- _Records provided_
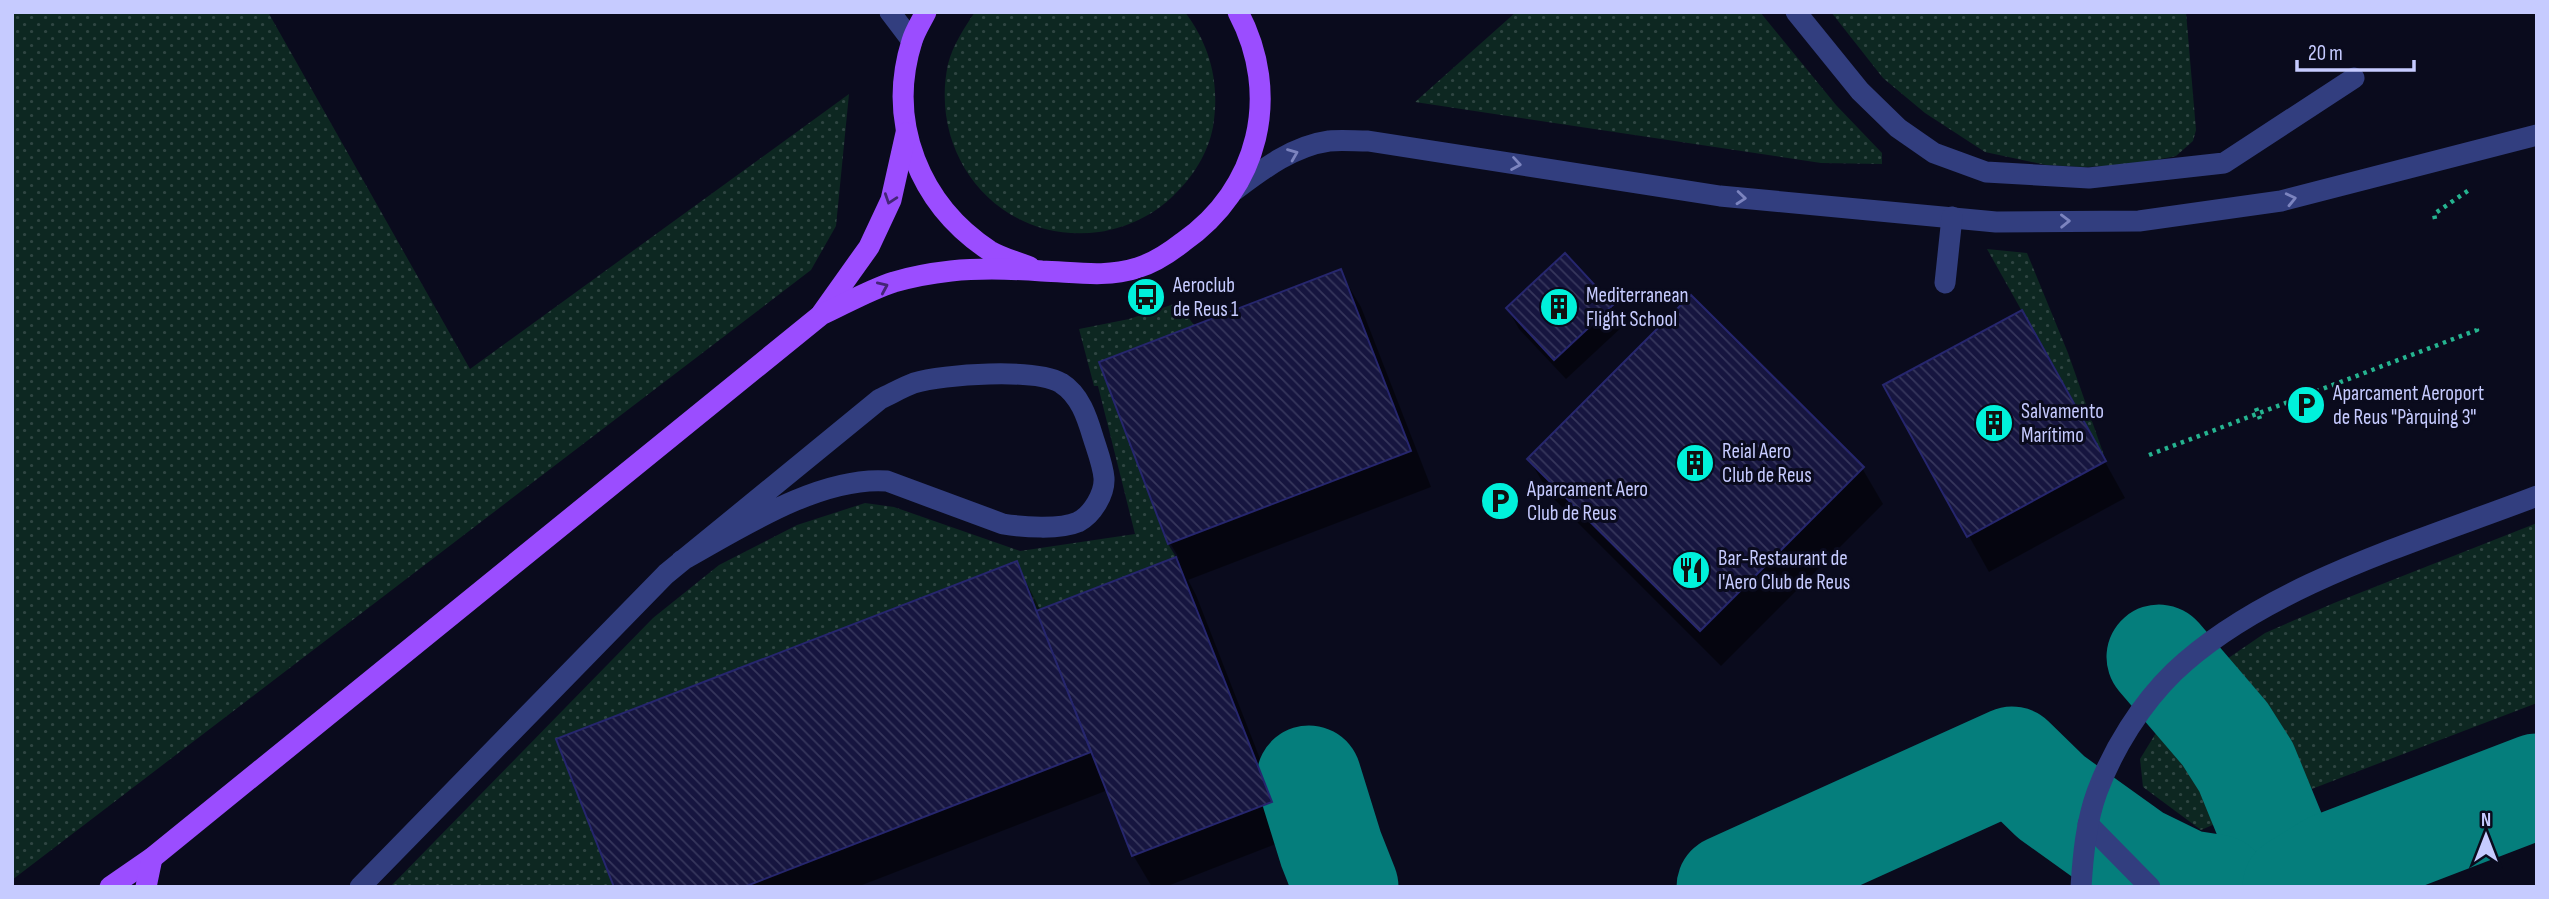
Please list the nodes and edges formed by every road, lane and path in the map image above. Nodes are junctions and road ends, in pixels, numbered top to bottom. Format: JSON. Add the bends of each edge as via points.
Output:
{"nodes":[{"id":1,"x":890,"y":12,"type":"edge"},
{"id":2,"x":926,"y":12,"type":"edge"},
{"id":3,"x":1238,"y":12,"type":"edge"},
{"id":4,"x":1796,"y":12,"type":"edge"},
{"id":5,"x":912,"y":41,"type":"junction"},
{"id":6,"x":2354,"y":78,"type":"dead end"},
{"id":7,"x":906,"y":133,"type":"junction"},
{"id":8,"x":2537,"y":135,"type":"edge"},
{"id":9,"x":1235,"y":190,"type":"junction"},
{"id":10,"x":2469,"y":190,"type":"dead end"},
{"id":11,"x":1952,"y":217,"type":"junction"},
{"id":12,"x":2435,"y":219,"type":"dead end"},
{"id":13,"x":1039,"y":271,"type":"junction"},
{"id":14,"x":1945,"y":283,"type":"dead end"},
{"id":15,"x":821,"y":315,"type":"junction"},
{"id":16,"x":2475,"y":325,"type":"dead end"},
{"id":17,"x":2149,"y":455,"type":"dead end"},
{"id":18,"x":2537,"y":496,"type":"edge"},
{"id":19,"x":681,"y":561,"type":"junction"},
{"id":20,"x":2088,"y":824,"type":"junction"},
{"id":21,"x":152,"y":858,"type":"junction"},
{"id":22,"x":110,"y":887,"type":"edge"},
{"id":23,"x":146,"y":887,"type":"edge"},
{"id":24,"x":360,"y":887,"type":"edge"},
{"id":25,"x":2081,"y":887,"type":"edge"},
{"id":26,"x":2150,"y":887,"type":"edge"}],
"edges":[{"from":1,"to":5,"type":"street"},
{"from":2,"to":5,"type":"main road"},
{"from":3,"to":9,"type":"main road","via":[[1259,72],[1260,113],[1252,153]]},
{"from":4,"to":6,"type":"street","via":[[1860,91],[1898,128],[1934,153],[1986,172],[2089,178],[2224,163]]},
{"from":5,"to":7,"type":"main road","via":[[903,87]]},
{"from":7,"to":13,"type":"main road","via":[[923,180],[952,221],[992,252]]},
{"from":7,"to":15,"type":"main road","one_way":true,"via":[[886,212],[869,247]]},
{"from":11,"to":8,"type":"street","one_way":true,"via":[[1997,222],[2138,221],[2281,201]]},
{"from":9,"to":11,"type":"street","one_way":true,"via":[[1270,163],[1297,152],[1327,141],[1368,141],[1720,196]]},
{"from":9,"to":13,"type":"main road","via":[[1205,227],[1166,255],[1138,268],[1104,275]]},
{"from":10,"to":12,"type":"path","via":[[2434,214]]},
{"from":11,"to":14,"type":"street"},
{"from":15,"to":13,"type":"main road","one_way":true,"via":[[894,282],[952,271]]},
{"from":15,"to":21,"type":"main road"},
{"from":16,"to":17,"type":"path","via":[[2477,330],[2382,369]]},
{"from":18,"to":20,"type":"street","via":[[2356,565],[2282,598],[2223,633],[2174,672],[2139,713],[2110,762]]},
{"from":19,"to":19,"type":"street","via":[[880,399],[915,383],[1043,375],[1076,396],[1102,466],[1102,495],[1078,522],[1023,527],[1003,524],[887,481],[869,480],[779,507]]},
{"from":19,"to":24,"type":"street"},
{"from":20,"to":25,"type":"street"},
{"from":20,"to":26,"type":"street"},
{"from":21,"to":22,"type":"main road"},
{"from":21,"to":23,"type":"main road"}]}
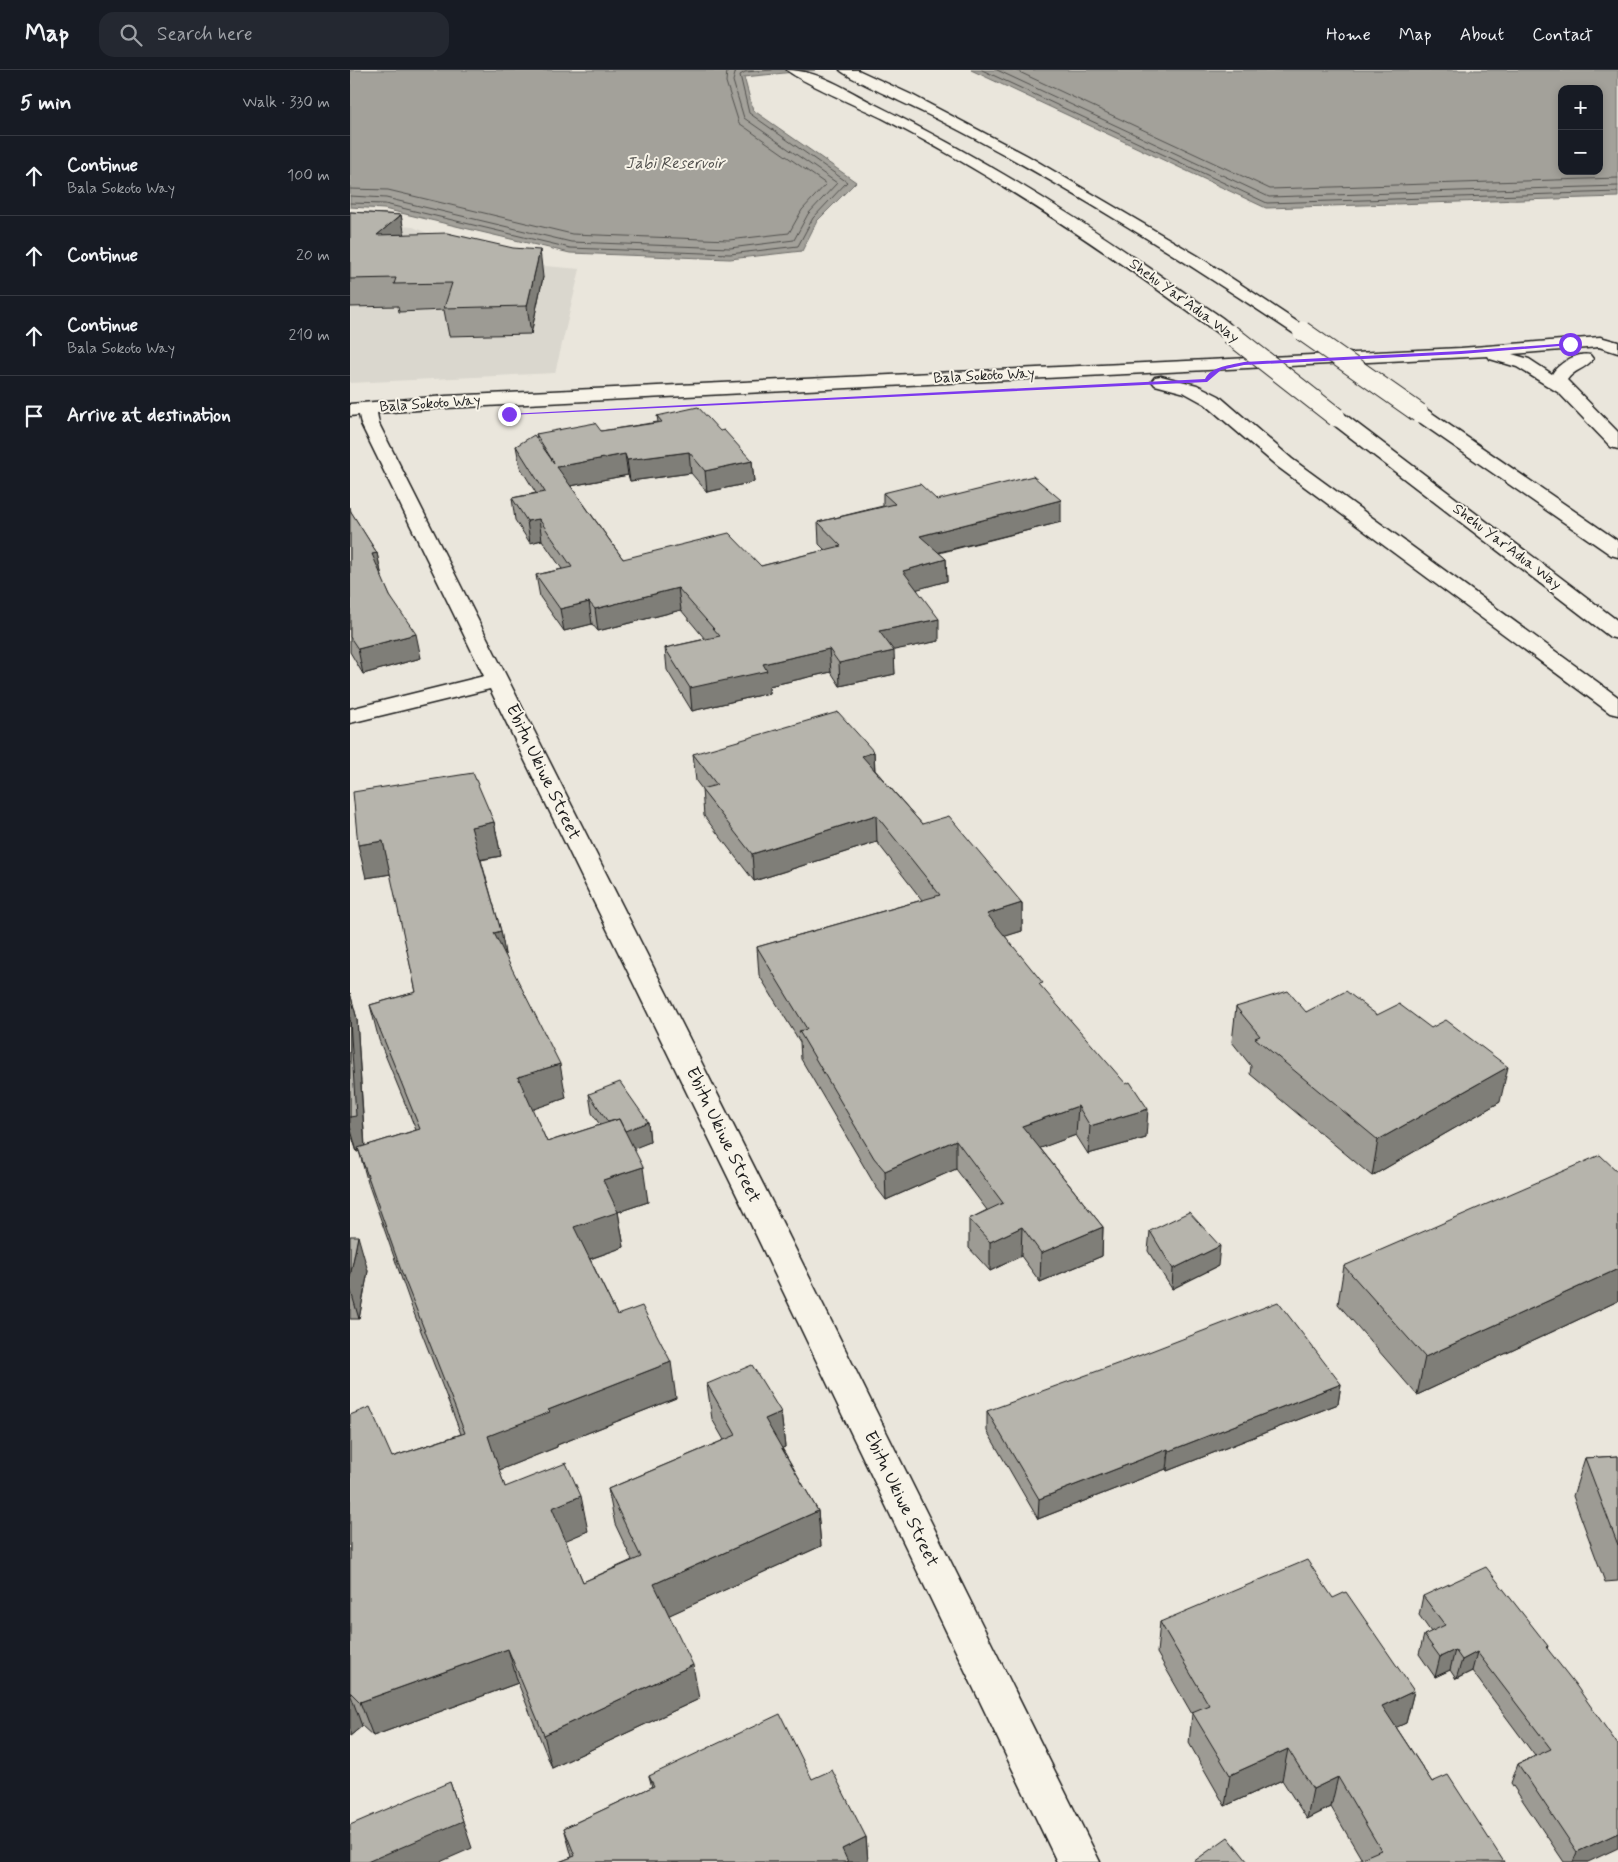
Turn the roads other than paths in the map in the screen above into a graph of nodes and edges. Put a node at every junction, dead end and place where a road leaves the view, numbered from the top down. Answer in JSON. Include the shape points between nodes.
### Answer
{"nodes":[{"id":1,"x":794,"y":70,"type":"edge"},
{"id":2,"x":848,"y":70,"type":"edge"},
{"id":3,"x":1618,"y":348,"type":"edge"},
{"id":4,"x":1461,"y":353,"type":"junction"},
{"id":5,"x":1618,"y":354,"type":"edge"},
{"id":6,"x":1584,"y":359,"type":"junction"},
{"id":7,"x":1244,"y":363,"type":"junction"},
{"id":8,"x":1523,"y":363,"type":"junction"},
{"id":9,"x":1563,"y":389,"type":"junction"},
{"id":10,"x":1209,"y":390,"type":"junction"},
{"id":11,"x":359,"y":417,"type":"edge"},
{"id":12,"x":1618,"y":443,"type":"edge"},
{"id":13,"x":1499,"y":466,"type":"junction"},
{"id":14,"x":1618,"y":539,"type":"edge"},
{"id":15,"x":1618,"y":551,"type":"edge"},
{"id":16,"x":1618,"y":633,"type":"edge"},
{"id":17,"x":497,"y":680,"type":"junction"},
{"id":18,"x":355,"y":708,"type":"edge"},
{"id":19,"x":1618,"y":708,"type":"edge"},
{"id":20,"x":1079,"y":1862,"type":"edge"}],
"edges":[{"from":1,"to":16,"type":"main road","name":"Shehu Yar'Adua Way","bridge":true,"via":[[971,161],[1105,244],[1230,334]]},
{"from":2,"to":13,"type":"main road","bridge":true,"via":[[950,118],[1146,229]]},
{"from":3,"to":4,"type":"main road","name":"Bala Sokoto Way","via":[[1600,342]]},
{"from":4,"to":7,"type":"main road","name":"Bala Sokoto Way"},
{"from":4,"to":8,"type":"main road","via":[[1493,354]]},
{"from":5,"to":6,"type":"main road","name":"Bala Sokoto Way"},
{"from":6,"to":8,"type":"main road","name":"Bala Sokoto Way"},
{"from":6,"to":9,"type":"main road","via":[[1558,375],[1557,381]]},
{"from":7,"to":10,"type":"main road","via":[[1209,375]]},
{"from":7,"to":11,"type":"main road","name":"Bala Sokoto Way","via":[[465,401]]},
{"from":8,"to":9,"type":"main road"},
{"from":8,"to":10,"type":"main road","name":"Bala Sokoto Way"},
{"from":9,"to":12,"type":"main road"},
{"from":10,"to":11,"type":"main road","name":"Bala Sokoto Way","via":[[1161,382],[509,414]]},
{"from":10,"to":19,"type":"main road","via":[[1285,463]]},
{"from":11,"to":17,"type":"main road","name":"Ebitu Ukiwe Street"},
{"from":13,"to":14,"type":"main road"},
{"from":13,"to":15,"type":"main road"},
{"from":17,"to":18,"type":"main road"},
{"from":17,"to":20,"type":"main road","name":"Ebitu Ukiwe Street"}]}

- _Task to complete_
Should a record include a picture, omit it from your copy and return the rest unchanged.

- _Exercise solution_
Please list the nodes and edges formed by every road, lane and path in the map image above. Nodes are junctions and road ends, in pixels, numbered top to bottom. Format: JSON. Add the bends of each edge as via points.
Output:
{"nodes":[{"id":1,"x":890,"y":12,"type":"edge"},
{"id":2,"x":926,"y":12,"type":"edge"},
{"id":3,"x":1238,"y":12,"type":"edge"},
{"id":4,"x":1796,"y":12,"type":"edge"},
{"id":5,"x":912,"y":41,"type":"junction"},
{"id":6,"x":2354,"y":78,"type":"dead end"},
{"id":7,"x":906,"y":133,"type":"junction"},
{"id":8,"x":2537,"y":135,"type":"edge"},
{"id":9,"x":1235,"y":190,"type":"junction"},
{"id":10,"x":2469,"y":190,"type":"dead end"},
{"id":11,"x":1952,"y":217,"type":"junction"},
{"id":12,"x":2435,"y":219,"type":"dead end"},
{"id":13,"x":1039,"y":271,"type":"junction"},
{"id":14,"x":1945,"y":283,"type":"dead end"},
{"id":15,"x":821,"y":315,"type":"junction"},
{"id":16,"x":2475,"y":325,"type":"dead end"},
{"id":17,"x":2149,"y":455,"type":"dead end"},
{"id":18,"x":2537,"y":496,"type":"edge"},
{"id":19,"x":681,"y":561,"type":"junction"},
{"id":20,"x":2088,"y":824,"type":"junction"},
{"id":21,"x":152,"y":858,"type":"junction"},
{"id":22,"x":110,"y":887,"type":"edge"},
{"id":23,"x":146,"y":887,"type":"edge"},
{"id":24,"x":360,"y":887,"type":"edge"},
{"id":25,"x":2081,"y":887,"type":"edge"},
{"id":26,"x":2150,"y":887,"type":"edge"}],
"edges":[{"from":1,"to":5,"type":"street"},
{"from":2,"to":5,"type":"main road"},
{"from":3,"to":9,"type":"main road","via":[[1259,72],[1260,113],[1252,153]]},
{"from":4,"to":6,"type":"street","via":[[1860,91],[1898,128],[1934,153],[1986,172],[2089,178],[2224,163]]},
{"from":5,"to":7,"type":"main road","via":[[903,87]]},
{"from":7,"to":13,"type":"main road","via":[[923,180],[952,221],[992,252]]},
{"from":7,"to":15,"type":"main road","one_way":true,"via":[[886,212],[869,247]]},
{"from":11,"to":8,"type":"street","one_way":true,"via":[[1997,222],[2138,221],[2281,201]]},
{"from":9,"to":11,"type":"street","one_way":true,"via":[[1270,163],[1297,152],[1327,141],[1368,141],[1720,196]]},
{"from":9,"to":13,"type":"main road","via":[[1205,227],[1166,255],[1138,268],[1104,275]]},
{"from":10,"to":12,"type":"path","via":[[2434,214]]},
{"from":11,"to":14,"type":"street"},
{"from":15,"to":13,"type":"main road","one_way":true,"via":[[894,282],[952,271]]},
{"from":15,"to":21,"type":"main road"},
{"from":16,"to":17,"type":"path","via":[[2477,330],[2382,369]]},
{"from":18,"to":20,"type":"street","via":[[2356,565],[2282,598],[2223,633],[2174,672],[2139,713],[2110,762]]},
{"from":19,"to":19,"type":"street","via":[[880,399],[915,383],[1043,375],[1076,396],[1102,466],[1102,495],[1078,522],[1023,527],[1003,524],[887,481],[869,480],[779,507]]},
{"from":19,"to":24,"type":"street"},
{"from":20,"to":25,"type":"street"},
{"from":20,"to":26,"type":"street"},
{"from":21,"to":22,"type":"main road"},
{"from":21,"to":23,"type":"main road"}]}
Turn the roads other than paths in the map in the screen above into a graph of nodes and edges. Put a node at every junction, dead end and place where a road leaves the view, numbered from the top down. Answer in JSON. Include the shape points between nodes.
### Answer
{"nodes":[{"id":1,"x":794,"y":70,"type":"edge"},
{"id":2,"x":848,"y":70,"type":"edge"},
{"id":3,"x":1618,"y":348,"type":"edge"},
{"id":4,"x":1461,"y":353,"type":"junction"},
{"id":5,"x":1618,"y":354,"type":"edge"},
{"id":6,"x":1584,"y":359,"type":"junction"},
{"id":7,"x":1244,"y":363,"type":"junction"},
{"id":8,"x":1523,"y":363,"type":"junction"},
{"id":9,"x":1563,"y":389,"type":"junction"},
{"id":10,"x":1209,"y":390,"type":"junction"},
{"id":11,"x":359,"y":417,"type":"edge"},
{"id":12,"x":1618,"y":443,"type":"edge"},
{"id":13,"x":1499,"y":466,"type":"junction"},
{"id":14,"x":1618,"y":539,"type":"edge"},
{"id":15,"x":1618,"y":551,"type":"edge"},
{"id":16,"x":1618,"y":633,"type":"edge"},
{"id":17,"x":497,"y":680,"type":"junction"},
{"id":18,"x":355,"y":708,"type":"edge"},
{"id":19,"x":1618,"y":708,"type":"edge"},
{"id":20,"x":1079,"y":1862,"type":"edge"}],
"edges":[{"from":1,"to":16,"type":"main road","name":"Shehu Yar'Adua Way","bridge":true,"via":[[971,161],[1105,244],[1230,334]]},
{"from":2,"to":13,"type":"main road","bridge":true,"via":[[950,118],[1146,229]]},
{"from":3,"to":4,"type":"main road","name":"Bala Sokoto Way","via":[[1600,342]]},
{"from":4,"to":7,"type":"main road","name":"Bala Sokoto Way"},
{"from":4,"to":8,"type":"main road","via":[[1493,354]]},
{"from":5,"to":6,"type":"main road","name":"Bala Sokoto Way"},
{"from":6,"to":8,"type":"main road","name":"Bala Sokoto Way"},
{"from":6,"to":9,"type":"main road","via":[[1558,375],[1557,381]]},
{"from":7,"to":10,"type":"main road","via":[[1209,375]]},
{"from":7,"to":11,"type":"main road","name":"Bala Sokoto Way","via":[[465,401]]},
{"from":8,"to":9,"type":"main road"},
{"from":8,"to":10,"type":"main road","name":"Bala Sokoto Way"},
{"from":9,"to":12,"type":"main road"},
{"from":10,"to":11,"type":"main road","name":"Bala Sokoto Way","via":[[1161,382],[509,414]]},
{"from":10,"to":19,"type":"main road","via":[[1285,463]]},
{"from":11,"to":17,"type":"main road","name":"Ebitu Ukiwe Street"},
{"from":13,"to":14,"type":"main road"},
{"from":13,"to":15,"type":"main road"},
{"from":17,"to":18,"type":"main road"},
{"from":17,"to":20,"type":"main road","name":"Ebitu Ukiwe Street"}]}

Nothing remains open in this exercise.